For some members of the YA community, the premise was objectionable from the get-go (the first Goodreads review, left on September 7, begins with “f*ck your white savior narratives”). But after a research and review process including multiple sensitivity reads, Moriarty was prepared to stand by her work, and the notoriously prickly Kirkus gave the book a starred review. Published on October 10, it described American Heart as “terrifying, suspenseful, thought-provoking, and touching” and “a moving portrait of an American girl discovering her society in crisis.”

Only a few days later, the review was pulled amid continued criticism of the book from community members. The review was replaced by a statement from Kirkus’s editor-in-chief Claiborne Smith explaining that the editorial board and the reviewer — described as “an observant Muslim [woman] of color” and “expert in children’s & YA literature [who is] well-versed in the dangers of white savior narratives” — were “evaluating” the review. Shortly thereafter, Kirkus published an amended review that retracted the book’s star and condemned Moriarty’s choice to write the story from the first-person perspective of a white teenage girl

Got that? They farmed the review out to a reviewer who was chosen only because of her religion and ethnic background — and she liked the book! But when Social Justice Warriors raised hell about it, they retracted the review! So now, a highly influential book review journal allows extreme left-wing activists to dictate its editorial policy. Too bad for you, writer. If you don’t construct your book according to SJW standards, you cannot hope for a good review in Kirkus, no matter how ingenious your plotting and artful your prose.

More from that interview:

“Obviously we don’t like having to make corrections after the publication of a review,” Smith adds. “The plan is to beef up our editing of reviews in this section, to have further eyes before it goes to print.”

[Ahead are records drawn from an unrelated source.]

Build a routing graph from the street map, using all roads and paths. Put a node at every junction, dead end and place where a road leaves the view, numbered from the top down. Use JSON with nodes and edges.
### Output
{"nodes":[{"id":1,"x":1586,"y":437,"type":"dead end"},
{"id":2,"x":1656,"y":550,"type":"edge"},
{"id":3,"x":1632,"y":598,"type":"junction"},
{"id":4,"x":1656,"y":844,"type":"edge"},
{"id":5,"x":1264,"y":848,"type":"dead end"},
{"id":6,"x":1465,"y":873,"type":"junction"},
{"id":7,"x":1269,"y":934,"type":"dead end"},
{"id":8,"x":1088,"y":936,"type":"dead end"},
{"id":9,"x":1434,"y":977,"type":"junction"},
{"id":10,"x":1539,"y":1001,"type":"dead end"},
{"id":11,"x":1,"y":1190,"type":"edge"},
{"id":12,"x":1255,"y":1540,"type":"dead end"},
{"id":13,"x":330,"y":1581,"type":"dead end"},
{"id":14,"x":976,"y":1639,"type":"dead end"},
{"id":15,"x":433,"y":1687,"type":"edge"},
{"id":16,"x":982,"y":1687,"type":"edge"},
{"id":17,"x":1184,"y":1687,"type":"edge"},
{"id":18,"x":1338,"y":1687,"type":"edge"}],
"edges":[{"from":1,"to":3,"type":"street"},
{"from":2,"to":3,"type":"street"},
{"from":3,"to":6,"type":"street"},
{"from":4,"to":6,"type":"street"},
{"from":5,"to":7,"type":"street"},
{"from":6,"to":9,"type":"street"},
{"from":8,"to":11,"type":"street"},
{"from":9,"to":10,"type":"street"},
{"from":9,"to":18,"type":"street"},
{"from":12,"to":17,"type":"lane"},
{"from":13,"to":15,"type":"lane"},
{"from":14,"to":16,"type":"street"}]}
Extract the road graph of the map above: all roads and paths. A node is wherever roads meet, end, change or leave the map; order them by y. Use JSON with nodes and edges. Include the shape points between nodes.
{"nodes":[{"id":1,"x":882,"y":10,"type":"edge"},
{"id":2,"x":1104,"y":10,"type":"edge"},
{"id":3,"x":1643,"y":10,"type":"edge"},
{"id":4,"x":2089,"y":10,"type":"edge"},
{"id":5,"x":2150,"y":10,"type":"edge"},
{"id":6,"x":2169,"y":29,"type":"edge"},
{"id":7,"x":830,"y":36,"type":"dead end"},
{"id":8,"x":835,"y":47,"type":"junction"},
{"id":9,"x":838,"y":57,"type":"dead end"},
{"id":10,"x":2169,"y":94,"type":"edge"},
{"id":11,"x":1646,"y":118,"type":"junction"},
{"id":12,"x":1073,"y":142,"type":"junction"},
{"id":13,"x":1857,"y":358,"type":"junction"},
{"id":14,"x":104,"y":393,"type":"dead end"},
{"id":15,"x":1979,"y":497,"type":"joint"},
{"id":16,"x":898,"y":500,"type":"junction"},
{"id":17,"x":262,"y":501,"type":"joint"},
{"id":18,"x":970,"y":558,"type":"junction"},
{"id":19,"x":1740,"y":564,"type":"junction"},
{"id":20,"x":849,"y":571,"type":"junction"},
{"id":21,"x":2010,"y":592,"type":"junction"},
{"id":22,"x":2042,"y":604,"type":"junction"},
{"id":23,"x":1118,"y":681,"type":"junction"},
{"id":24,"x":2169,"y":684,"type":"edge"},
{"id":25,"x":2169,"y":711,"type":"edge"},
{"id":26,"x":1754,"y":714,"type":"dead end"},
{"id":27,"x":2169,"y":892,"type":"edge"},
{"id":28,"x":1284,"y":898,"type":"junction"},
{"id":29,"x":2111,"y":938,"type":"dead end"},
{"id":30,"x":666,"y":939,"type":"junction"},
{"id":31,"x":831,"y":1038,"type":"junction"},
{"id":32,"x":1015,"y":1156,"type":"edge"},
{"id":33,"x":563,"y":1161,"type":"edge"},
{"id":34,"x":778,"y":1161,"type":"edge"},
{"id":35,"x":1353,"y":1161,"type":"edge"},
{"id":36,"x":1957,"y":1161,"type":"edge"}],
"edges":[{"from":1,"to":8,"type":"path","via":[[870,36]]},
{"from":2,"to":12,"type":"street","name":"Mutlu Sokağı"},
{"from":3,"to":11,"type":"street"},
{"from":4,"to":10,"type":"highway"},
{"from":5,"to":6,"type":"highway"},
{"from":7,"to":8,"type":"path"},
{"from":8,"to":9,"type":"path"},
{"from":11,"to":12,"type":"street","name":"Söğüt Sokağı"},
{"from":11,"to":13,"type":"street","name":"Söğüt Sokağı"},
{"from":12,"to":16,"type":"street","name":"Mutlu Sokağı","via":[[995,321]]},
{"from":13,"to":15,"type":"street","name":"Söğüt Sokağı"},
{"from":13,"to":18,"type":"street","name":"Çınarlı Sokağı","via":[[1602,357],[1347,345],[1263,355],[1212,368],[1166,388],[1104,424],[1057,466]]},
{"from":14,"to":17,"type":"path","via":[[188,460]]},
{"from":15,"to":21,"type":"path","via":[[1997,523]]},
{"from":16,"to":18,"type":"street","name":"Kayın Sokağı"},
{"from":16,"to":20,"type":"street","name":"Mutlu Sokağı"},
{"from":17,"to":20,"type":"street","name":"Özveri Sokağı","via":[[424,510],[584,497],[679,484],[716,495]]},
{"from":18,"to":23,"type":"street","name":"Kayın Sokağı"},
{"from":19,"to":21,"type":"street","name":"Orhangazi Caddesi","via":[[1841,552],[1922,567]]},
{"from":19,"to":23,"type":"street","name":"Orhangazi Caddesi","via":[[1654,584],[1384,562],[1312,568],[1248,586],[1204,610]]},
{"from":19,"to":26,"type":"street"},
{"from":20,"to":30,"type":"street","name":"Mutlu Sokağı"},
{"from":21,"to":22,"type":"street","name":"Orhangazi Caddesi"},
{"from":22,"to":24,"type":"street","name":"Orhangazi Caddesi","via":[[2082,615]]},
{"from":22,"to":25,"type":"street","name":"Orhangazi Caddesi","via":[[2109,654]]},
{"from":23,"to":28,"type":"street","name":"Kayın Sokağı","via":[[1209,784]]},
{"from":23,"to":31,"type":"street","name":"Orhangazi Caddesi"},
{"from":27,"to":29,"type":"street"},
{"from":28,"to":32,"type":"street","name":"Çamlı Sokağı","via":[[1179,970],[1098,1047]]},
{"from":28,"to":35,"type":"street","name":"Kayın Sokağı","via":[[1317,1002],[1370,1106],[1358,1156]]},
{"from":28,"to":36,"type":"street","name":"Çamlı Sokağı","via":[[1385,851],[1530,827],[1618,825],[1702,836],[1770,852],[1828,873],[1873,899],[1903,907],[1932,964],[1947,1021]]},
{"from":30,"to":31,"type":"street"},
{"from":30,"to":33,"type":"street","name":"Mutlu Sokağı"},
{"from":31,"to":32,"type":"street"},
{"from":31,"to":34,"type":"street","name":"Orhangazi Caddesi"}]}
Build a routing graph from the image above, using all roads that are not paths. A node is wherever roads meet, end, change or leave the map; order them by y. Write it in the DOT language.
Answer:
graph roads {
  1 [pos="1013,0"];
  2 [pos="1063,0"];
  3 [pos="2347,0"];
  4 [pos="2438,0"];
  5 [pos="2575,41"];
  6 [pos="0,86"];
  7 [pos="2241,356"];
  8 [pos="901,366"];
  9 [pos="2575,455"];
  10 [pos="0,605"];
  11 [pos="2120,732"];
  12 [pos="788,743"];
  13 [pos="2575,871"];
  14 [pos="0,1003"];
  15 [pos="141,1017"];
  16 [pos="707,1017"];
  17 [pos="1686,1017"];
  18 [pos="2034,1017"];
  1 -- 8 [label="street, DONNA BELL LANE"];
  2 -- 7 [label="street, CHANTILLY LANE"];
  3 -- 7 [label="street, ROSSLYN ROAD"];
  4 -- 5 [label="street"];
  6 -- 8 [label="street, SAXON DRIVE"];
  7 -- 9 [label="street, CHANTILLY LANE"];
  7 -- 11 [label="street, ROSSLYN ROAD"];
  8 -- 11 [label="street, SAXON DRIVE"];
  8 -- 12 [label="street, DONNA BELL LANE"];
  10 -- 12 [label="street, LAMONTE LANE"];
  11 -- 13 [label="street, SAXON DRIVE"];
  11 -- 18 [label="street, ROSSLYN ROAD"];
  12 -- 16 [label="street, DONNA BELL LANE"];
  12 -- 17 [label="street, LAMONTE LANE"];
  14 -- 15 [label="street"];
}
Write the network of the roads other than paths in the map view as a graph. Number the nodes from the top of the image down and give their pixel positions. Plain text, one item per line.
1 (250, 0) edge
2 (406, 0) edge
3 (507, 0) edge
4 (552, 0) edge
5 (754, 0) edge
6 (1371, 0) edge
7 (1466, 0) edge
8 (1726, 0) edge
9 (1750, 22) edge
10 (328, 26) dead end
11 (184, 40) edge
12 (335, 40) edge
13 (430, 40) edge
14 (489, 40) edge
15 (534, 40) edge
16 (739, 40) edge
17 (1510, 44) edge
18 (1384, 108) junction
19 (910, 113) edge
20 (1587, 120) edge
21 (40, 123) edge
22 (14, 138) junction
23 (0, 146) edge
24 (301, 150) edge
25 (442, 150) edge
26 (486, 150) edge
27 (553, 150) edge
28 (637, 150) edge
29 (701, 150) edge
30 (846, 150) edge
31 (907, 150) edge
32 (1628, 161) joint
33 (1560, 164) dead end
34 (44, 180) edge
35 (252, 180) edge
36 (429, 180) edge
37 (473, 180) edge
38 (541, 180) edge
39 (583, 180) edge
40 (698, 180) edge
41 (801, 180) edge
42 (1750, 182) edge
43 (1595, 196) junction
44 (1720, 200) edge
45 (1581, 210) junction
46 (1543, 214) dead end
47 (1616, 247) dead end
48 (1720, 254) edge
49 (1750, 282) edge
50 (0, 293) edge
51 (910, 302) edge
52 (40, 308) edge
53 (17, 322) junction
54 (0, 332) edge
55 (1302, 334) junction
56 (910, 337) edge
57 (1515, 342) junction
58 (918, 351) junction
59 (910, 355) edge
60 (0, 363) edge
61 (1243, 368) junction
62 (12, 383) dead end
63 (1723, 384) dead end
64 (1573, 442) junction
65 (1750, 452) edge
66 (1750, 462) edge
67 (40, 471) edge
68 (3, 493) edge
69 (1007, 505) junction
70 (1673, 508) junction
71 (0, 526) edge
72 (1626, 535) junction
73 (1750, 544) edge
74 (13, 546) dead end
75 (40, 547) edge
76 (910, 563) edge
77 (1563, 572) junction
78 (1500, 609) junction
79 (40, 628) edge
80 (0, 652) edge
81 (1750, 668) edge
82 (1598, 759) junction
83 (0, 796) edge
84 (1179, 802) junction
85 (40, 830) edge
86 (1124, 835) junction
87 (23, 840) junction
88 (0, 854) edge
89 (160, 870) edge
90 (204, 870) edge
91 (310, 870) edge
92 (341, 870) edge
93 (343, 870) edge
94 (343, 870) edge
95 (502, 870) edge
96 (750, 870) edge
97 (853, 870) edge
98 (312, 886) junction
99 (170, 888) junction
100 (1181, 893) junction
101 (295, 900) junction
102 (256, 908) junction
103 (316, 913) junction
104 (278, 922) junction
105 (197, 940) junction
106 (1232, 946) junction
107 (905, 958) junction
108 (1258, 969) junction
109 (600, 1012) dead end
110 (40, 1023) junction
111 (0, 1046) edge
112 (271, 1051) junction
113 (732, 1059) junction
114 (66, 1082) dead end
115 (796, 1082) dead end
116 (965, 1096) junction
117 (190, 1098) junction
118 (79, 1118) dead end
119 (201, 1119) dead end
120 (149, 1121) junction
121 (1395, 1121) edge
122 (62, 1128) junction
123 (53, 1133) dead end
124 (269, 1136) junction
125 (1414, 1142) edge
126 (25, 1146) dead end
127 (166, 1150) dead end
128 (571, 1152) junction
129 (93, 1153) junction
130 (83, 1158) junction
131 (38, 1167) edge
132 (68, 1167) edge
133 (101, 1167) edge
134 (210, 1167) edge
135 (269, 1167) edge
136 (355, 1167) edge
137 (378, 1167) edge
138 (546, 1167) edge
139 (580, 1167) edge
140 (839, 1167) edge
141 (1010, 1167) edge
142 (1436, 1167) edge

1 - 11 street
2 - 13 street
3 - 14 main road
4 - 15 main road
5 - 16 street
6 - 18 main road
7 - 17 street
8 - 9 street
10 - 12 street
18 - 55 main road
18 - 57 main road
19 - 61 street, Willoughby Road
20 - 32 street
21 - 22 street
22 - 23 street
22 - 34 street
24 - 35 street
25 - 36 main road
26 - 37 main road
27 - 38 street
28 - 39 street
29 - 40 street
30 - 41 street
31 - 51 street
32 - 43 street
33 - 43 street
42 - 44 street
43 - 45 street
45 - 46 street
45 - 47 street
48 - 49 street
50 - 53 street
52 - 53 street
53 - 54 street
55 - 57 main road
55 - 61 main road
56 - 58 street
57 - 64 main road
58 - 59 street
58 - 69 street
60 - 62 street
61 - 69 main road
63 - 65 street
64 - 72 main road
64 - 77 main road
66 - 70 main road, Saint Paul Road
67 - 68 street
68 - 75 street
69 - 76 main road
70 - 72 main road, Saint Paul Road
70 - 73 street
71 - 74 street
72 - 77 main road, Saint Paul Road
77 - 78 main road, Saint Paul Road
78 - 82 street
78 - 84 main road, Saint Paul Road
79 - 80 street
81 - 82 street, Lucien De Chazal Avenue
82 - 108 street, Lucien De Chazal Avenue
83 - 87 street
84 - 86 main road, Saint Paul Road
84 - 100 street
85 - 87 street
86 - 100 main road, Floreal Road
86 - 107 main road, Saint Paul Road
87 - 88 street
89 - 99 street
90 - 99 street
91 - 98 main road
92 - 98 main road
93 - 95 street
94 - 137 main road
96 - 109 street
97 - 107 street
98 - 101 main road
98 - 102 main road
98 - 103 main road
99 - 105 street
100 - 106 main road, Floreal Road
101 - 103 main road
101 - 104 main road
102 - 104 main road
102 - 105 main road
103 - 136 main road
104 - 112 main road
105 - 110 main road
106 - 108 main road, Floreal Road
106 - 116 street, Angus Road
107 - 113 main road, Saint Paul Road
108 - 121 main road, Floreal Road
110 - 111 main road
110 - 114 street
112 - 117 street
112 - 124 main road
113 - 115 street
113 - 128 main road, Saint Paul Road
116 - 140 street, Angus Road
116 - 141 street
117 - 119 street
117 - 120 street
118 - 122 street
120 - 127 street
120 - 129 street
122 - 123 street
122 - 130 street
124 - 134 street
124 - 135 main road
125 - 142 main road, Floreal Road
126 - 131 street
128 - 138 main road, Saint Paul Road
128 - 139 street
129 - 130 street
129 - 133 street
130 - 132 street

In the future, I ask, is the goal that no problematic book will escape un-called-out?

“That’s certainly the goal!” Smith says, with the caveat that Kirkus’s critics aren’t infallible. “I mean, we’re human beings.”

Emphasis mine. As a writer who has been reviewed by Kirkus — and whose future books probably will be too — this sickens me. But this is the kind of thing that ZigZag is talking about. Yes, the militant Trumpkins are destroying the credibility of the Right. But the SJWs are doing the same thing with the Left. It is genuinely frightening what these people would do in power. Mark Lilla, an old-fashioned liberal Ivy League professor, tried to stand up to it, and was savaged by the Left. For people like me, that ideologues like this are increasing their power in cultural institutions, even though many Americans simply don’t see it (how many of you have ever read a Kirkus review?), is a source of mounting anxiety. As Ben Shapiro pointed out in his must-read Weekly Standard piece covering the outrageous persecution of Prof. Scott Yenor at Boise State University, these militants and the gutless bureaucrats who kowtow to them are in a position to form the minds of tomorrow’s elites.

I can’t stand the guy, but the Left has to understand that this is partly where Trump comes from.